Niemcy kręcą serial fabularny o Hitlerze i jak mówią, chcą pokazać przywódcę Trzeciej Rzeszy "jako skomplikowanego psychicznie młodego człowieka". 

Niemieccy filmowcy zapowiedzieli powstanie pierwszego serialu fabularnego, którego główną postacią zostanie twórca i dyktator Trzeciej Rzeszy, zbrodniarz wojenny Adolf Hitler – informuje "Gazeta Polska Codziennie".

"Czy można pokazać Adolfa Hitlera jako człowieka, a może nawet trzeba?
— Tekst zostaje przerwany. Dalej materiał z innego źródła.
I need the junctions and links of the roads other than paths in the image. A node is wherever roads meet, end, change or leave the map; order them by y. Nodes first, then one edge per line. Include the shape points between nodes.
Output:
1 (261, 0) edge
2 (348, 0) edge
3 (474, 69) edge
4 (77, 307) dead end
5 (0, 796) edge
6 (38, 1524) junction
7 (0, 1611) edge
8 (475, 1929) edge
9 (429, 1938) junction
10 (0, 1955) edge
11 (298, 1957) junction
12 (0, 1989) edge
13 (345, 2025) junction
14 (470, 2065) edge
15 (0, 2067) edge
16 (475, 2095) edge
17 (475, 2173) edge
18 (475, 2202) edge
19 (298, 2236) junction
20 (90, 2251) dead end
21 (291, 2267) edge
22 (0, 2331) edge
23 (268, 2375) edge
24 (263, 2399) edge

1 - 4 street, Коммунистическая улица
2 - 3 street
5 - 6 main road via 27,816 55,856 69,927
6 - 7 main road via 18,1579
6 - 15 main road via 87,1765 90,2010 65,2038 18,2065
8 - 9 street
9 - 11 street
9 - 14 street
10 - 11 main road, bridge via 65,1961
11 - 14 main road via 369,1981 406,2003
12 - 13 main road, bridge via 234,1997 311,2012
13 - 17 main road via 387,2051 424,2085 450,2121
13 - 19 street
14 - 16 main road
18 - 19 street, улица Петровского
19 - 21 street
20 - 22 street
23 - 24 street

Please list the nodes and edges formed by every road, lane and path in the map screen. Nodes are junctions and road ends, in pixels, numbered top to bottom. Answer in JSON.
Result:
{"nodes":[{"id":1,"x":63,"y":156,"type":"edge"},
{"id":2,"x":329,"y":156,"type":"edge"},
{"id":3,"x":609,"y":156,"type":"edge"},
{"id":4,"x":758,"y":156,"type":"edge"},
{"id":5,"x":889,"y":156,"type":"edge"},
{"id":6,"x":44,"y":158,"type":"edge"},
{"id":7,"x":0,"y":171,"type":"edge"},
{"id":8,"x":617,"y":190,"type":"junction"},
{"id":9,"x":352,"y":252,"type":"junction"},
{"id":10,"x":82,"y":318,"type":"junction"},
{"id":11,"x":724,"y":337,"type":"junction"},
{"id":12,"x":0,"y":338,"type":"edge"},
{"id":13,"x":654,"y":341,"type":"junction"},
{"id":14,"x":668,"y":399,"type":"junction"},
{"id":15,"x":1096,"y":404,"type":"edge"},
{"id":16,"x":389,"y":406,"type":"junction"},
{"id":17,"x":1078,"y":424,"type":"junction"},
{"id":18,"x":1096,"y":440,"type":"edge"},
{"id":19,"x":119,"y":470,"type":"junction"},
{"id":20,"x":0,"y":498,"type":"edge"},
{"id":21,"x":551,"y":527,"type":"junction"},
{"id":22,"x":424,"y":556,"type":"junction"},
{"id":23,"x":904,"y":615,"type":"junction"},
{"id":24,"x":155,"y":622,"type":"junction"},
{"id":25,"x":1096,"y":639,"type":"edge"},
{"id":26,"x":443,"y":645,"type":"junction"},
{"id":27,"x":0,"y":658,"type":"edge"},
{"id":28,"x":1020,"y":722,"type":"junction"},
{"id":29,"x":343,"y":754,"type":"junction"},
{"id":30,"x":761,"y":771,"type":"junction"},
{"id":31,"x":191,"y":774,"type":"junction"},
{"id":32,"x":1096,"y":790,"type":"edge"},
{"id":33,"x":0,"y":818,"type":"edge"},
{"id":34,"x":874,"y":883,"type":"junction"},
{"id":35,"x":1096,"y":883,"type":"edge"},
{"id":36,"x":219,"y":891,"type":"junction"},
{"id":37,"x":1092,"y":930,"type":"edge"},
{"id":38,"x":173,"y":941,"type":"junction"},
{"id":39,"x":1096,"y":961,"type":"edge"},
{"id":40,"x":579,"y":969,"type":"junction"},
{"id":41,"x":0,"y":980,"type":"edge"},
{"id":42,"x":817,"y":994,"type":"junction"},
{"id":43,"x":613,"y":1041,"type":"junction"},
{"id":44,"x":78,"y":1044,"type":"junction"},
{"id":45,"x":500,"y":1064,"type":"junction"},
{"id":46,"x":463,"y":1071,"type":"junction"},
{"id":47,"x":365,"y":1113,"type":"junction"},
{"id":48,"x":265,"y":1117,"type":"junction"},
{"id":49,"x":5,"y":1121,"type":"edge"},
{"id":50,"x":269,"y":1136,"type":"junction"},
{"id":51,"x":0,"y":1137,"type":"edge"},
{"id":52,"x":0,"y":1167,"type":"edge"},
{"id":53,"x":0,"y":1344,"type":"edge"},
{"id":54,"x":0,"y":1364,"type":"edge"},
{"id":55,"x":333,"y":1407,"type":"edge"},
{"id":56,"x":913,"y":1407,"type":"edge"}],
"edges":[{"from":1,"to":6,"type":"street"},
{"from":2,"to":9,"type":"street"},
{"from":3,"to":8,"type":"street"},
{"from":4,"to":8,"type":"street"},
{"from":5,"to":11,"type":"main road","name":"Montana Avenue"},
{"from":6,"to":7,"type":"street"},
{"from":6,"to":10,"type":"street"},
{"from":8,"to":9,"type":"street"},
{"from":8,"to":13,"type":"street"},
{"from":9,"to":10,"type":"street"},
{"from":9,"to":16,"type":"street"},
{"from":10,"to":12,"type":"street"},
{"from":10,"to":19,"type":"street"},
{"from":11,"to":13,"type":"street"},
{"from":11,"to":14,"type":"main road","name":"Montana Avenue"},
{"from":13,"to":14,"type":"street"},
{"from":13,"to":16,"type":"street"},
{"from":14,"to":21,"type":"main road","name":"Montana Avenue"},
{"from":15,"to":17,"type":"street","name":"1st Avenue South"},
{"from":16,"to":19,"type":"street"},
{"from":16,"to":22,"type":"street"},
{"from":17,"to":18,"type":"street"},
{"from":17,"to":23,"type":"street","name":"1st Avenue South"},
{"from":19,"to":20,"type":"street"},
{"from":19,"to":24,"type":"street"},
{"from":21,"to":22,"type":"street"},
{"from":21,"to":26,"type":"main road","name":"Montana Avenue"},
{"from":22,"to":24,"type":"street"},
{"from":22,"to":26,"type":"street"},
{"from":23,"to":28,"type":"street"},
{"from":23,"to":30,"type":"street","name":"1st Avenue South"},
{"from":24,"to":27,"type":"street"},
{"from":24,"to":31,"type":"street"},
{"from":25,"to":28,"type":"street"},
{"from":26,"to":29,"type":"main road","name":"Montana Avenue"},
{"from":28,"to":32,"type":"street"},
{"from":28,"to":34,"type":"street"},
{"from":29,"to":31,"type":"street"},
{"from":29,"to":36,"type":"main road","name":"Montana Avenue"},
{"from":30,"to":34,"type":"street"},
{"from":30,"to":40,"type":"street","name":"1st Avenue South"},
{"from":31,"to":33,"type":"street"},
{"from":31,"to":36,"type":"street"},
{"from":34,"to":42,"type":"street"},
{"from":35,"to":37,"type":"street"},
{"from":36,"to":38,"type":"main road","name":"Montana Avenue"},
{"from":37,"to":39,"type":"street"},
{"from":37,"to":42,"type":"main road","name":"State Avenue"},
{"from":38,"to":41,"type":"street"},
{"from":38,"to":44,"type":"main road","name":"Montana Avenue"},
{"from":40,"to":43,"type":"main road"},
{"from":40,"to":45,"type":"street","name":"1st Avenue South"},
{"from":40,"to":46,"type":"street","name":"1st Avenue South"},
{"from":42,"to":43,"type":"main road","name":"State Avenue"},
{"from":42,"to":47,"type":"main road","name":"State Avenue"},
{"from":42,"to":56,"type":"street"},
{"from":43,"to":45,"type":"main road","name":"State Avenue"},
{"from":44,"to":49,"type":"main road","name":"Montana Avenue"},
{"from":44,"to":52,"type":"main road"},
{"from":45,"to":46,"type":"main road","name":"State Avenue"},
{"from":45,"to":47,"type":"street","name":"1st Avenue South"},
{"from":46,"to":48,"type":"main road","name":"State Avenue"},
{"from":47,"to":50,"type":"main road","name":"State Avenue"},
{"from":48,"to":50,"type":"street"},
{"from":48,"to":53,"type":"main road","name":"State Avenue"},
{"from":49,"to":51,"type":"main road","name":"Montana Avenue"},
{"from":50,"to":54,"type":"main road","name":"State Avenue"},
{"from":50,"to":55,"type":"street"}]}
Producenci filmowi Niki Stein i Hark Bohm ruszają z projektem pierwszego niemieckiego miniserialu o Hitlerze" – czytamy na łamach "GPC", która cytuje "Frankfurter Allgemeine Zeitung".

W ocenie inicjatorów przedsięwzięcia żadna historyczna postać "nie oddziaływała i nadal nie oddziałuje na Niemcy tak mocno jak właśnie Hitler". Co więcej, producenci filmu podkreślają, że produkcja jest potrzebna przede wszystkim niemieckiej opinii publicznej. Ma ona pozwolić Niemcom na dogłębne poznanie takiej postaci jak Hitler, a co za tym idzie na lepsze rozpracowanie takich zjawisk jak hitleryzm i nazizm.

"Do tej pory w wielu produkcjach Hitler pokazywany był jako postać komiczna, ewentualnie tragikomiczna, ale "nikt nie odważył się pokazać go jako skomplikowanego psychicznie, normalnego człowieka w różnych sytuacjach". Producenci tłumaczą, że chcą to zrobić, aby sprowokować widzów do rozmyślań" – czytamy w "Codziennej".

To właśnie te powody legły u podstaw pomysłu produkcji czteroczęściowego pełnometrażowego filmu o jednym z największych zbrodniarzy w historii. Projekt będzie kosztował ok. 20 mln euro i będzie pokazywany w kraju i za granicą.